Vertical Research Partners noted: A bit of a mixed bag from RTX, but probably in line with general expectations. The continued supply chain issues in the defense divisions have been well-flagged, while the strength in the aero aftermarket should also have been widely expected. There could be some relief that the 2022 cash flow guidance has been held steady, while the middle of the EPS range has actually been raised despite the ongoing challenges. We’ll see if the management has anything to say on 2023 expectations on the call, as that could decide what the stock ends up doing today.
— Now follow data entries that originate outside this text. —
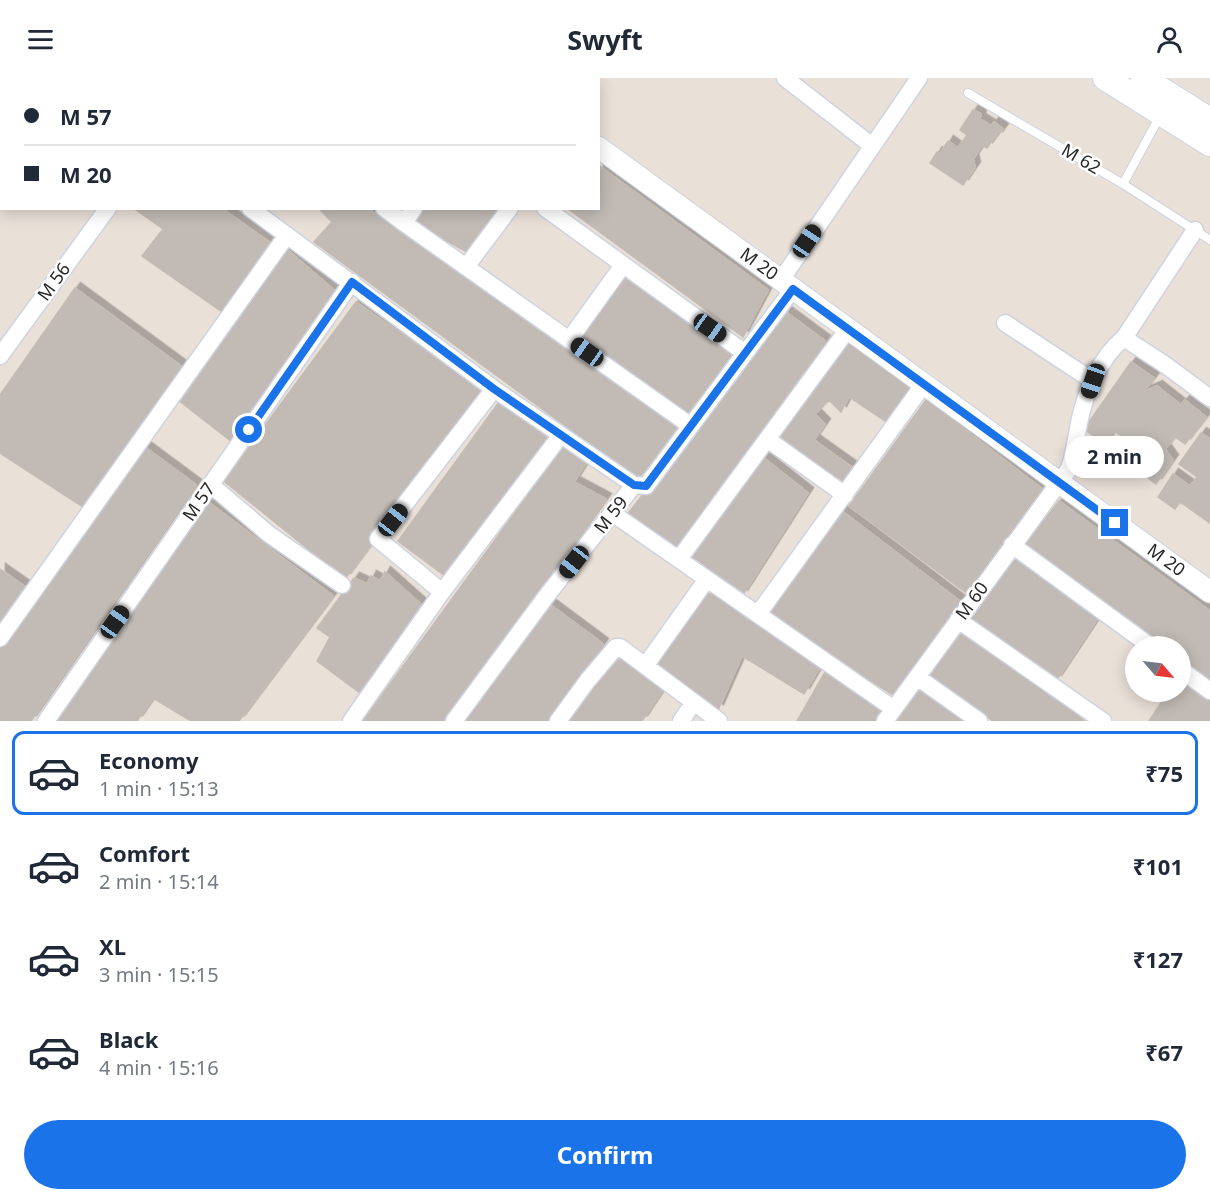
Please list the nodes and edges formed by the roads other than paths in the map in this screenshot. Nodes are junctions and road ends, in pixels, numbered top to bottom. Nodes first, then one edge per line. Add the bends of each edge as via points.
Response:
1 (785, 78) edge
2 (919, 78) edge
3 (1105, 78) edge
4 (1143, 78) edge
5 (968, 93) dead end
6 (1162, 113) junction
7 (1210, 120) edge
8 (1210, 144) edge
9 (872, 146) junction
10 (600, 148) edge
11 (1123, 184) junction
12 (106, 210) edge
13 (253, 210) edge
14 (387, 210) edge
15 (413, 210) edge
16 (509, 210) edge
17 (548, 210) edge
18 (404, 223) junction
19 (1195, 230) junction
20 (287, 235) junction
21 (1210, 240) edge
22 (623, 265) junction
23 (466, 267) junction
24 (352, 282) junction
25 (787, 284) junction
26 (1005, 323) dead end
27 (848, 329) junction
28 (1124, 338) junction
29 (569, 340) junction
30 (2, 347) edge
31 (746, 352) junction
32 (1093, 381) junction
33 (924, 384) junction
34 (494, 389) junction
35 (1210, 399) edge
36 (691, 426) junction
37 (561, 435) junction
38 (767, 439) junction
39 (1058, 482) junction
40 (211, 485) junction
41 (634, 485) junction
42 (844, 495) junction
43 (612, 513) junction
44 (1012, 545) junction
45 (679, 559) junction
46 (707, 579) junction
47 (342, 585) dead end
48 (442, 592) junction
49 (1210, 592) edge
50 (758, 614) junction
51 (958, 620) junction
52 (1136, 636) edge
53 (0, 638) edge
54 (645, 666) junction
55 (917, 677) junction
56 (1191, 677) edge
57 (1210, 691) edge
58 (694, 702) junction
59 (890, 715) edge
60 (46, 721) edge
61 (351, 721) edge
62 (454, 721) edge
63 (558, 721) edge
64 (681, 721) edge
65 (719, 721) edge
66 (979, 721) edge
67 (1102, 721) edge

1 - 9 street
2 - 9 street
3 - 6 main road
4 - 7 main road
5 - 11 lane, M 62
6 - 8 main road
6 - 11 lane
9 - 25 street
10 - 25 street, M 20
11 - 19 lane, M 62
12 - 30 street, M 56
13 - 20 street, M 59
14 - 18 street
15 - 18 street
16 - 23 street
17 - 22 street
18 - 23 street
19 - 21 lane, M 62
19 - 28 street, M 60
20 - 24 street, M 59
20 - 53 street
22 - 29 street
22 - 31 street
23 - 29 street
24 - 34 street, M 59
24 - 40 street, M 57
25 - 27 street, M 20
25 - 31 street
26 - 32 street
27 - 33 street, M 20
27 - 38 street
28 - 32 street, M 60 via 1107,355
28 - 35 street
29 - 36 street
31 - 36 street
32 - 39 street, M 60 via 1069,469
33 - 39 street, M 20
33 - 42 street
34 - 37 street, M 59
34 - 48 street via 378,539
36 - 41 street via 646,486
37 - 41 street, M 59
37 - 48 street
38 - 42 street
38 - 45 street
39 - 44 street, M 60
39 - 49 street, M 20
40 - 47 street via 270,535
40 - 60 street, M 57
41 - 43 street, M 59
42 - 50 street
43 - 45 street
43 - 62 street, M 59
44 - 51 street, M 60
44 - 52 street
45 - 46 street
46 - 50 street
46 - 54 street
48 - 61 street
50 - 59 street
51 - 55 street, M 60
51 - 67 street
54 - 58 street
54 - 63 street via 620,647 613,649
55 - 59 street, M 60
55 - 66 street
56 - 57 street
58 - 64 street
58 - 65 street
With sales up 6% as expected by most analysts, the focus remains on the aftermarket and the supply chain. P&W benefits from being on the Airbus single-aisle family which continues to see potential higher production rates. P&W’s engines are also found on the popular A220 and the Embraer E2 which has seen some deals lately. The GTF Advantage engine should help build demand as airlines continue to seek better fuel burn and associated “greener” credentials.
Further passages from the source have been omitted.